The last time there was just one heavyweight champion of the world, before the alphabet cartels turned the division into a three-ring circus featuring fat men and clowns, a former Marine named Leon Spinks upset Muhammad Ali, and that was nearly 10 years ago. Then the title was hacksawed into three parts, and it stayed that way until Saturday, when Mike Tyson came down from New York's Catskill Mountains to end the WBC-WBA-IBF nonsense.
Tyson made the title whole again in Las Vegas as HBO's 16-month, $22 million heavyweight unification series came to a close. Already the champion of the WBC and the WBA—and, some say, of the VIP parking lot at the Greek Theatre in Hollywood—Tyson plucked the IBF's piece of the crown from Tony Tucker with a unanimous 12-round decision at the Hilton Hotel, which, ironically, was the site of Spinks's victory over Ali on Feb. 15, 1978.

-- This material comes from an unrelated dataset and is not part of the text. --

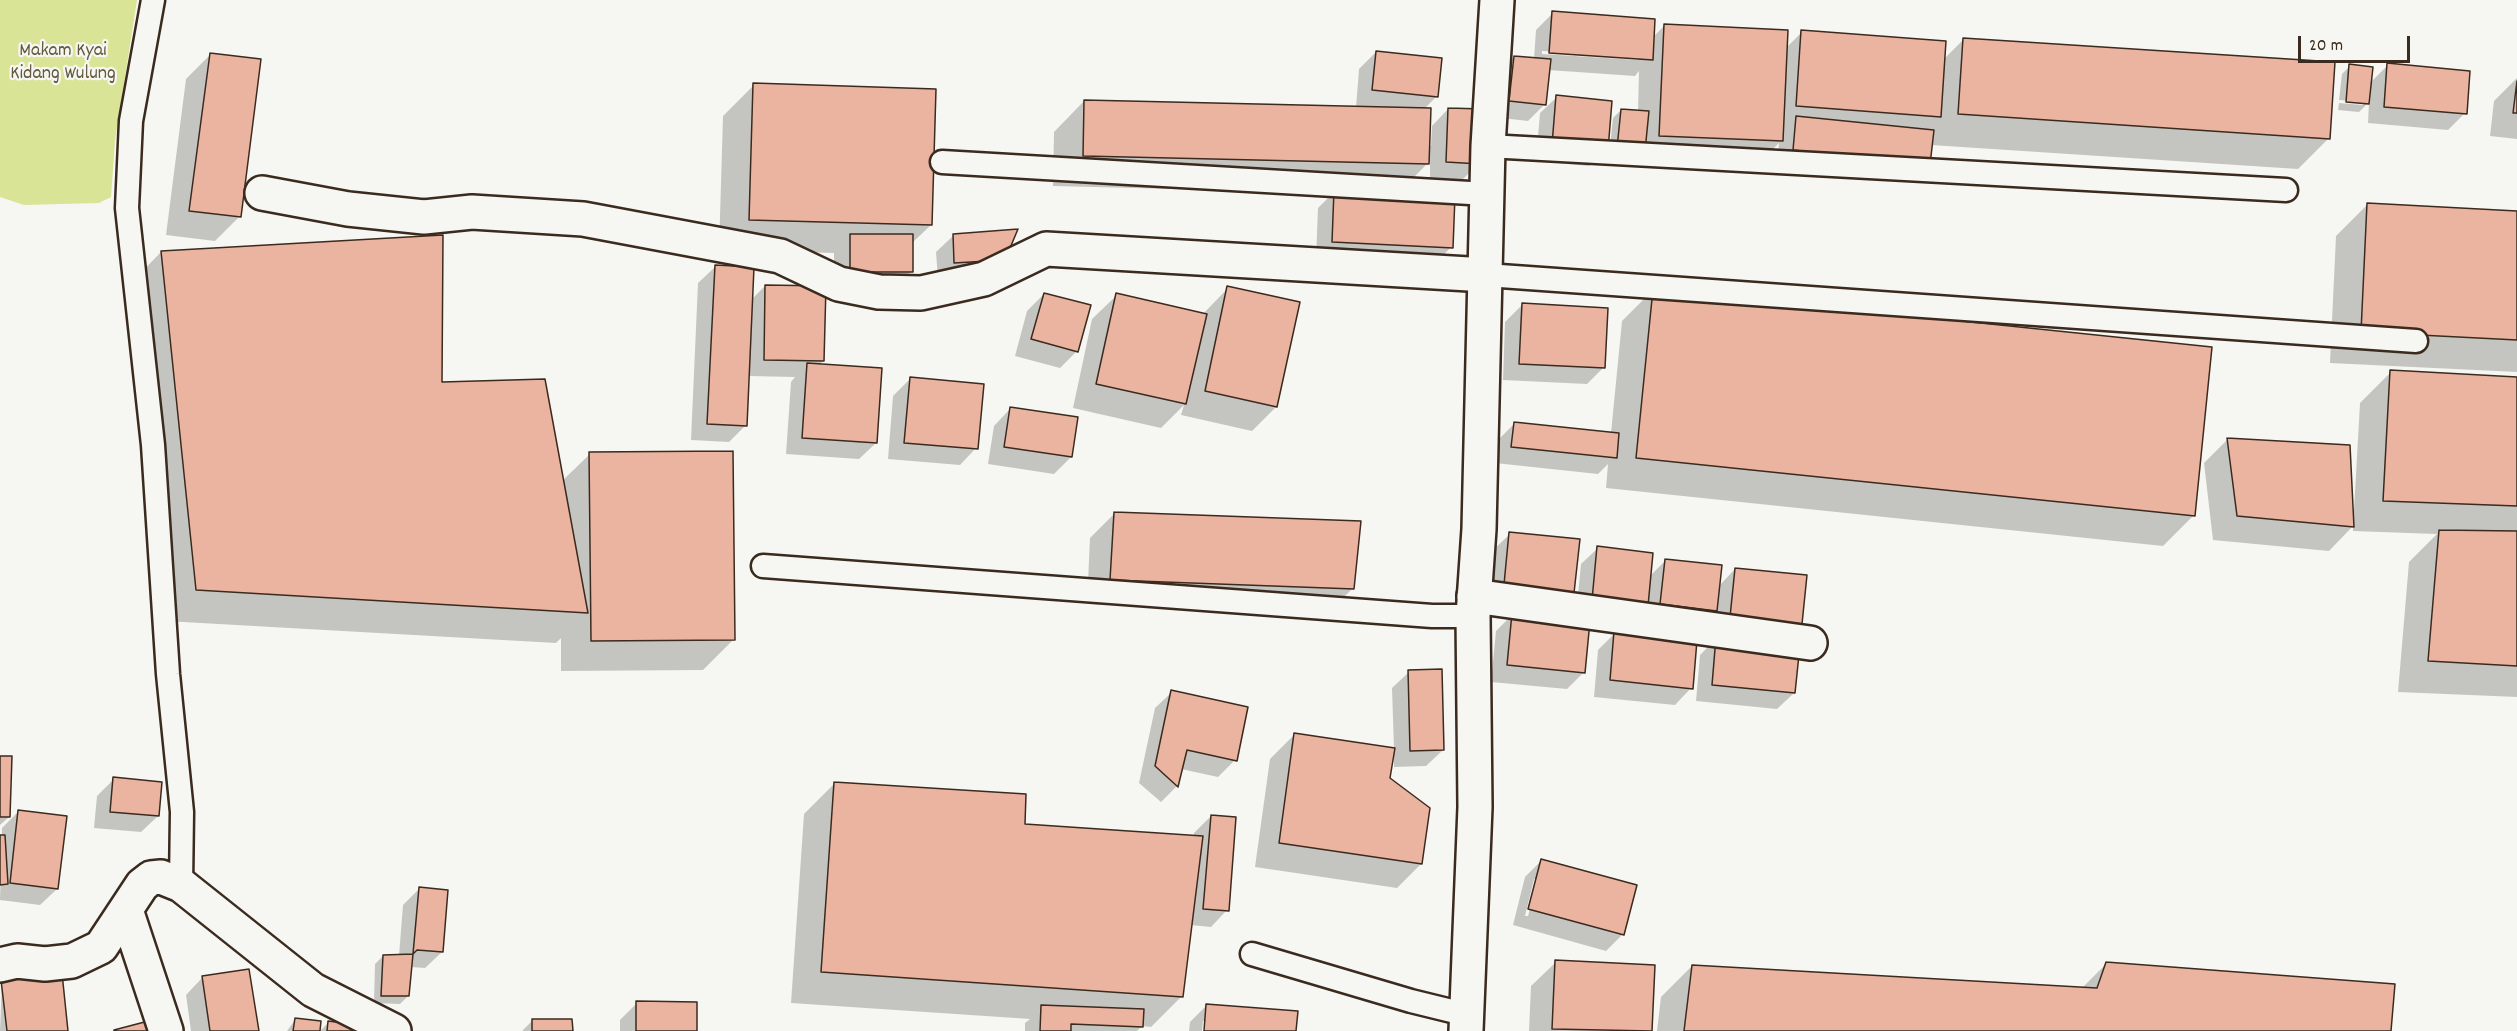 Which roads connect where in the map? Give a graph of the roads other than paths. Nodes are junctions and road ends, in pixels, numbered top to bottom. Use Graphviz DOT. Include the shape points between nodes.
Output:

It was a historic moment, and, of course, they had to mess it up. In a tasteless ceremony dubbed "the coronation" by promoter Don King, an embarrassed Tyson was wrapped in a chinchilla robe, courtesy of Lenobel Furriers of Las Vegas; handed a jeweled scepter from Felix the Jeweler, Las Vegas; and topped with a crown that King described as studded with "baubles, rubies and fabulous doodads." It looked as if it had been found in Emmett Kelly's trunk.
Still, the tacky ritual seemed a proper finale to the weeks leading up to the fight. Early in July, one count of assault with a deadly weapon—a professional fighter's fists—and one count of battery were filed against Tyson by the city attorney's office in Los Angeles. Tyson allegedly struck one Jonathan Casares, 20, on June 21 in the Greek Theatre's parking lot after a rap concert. Tyson has a court date on Aug. 26.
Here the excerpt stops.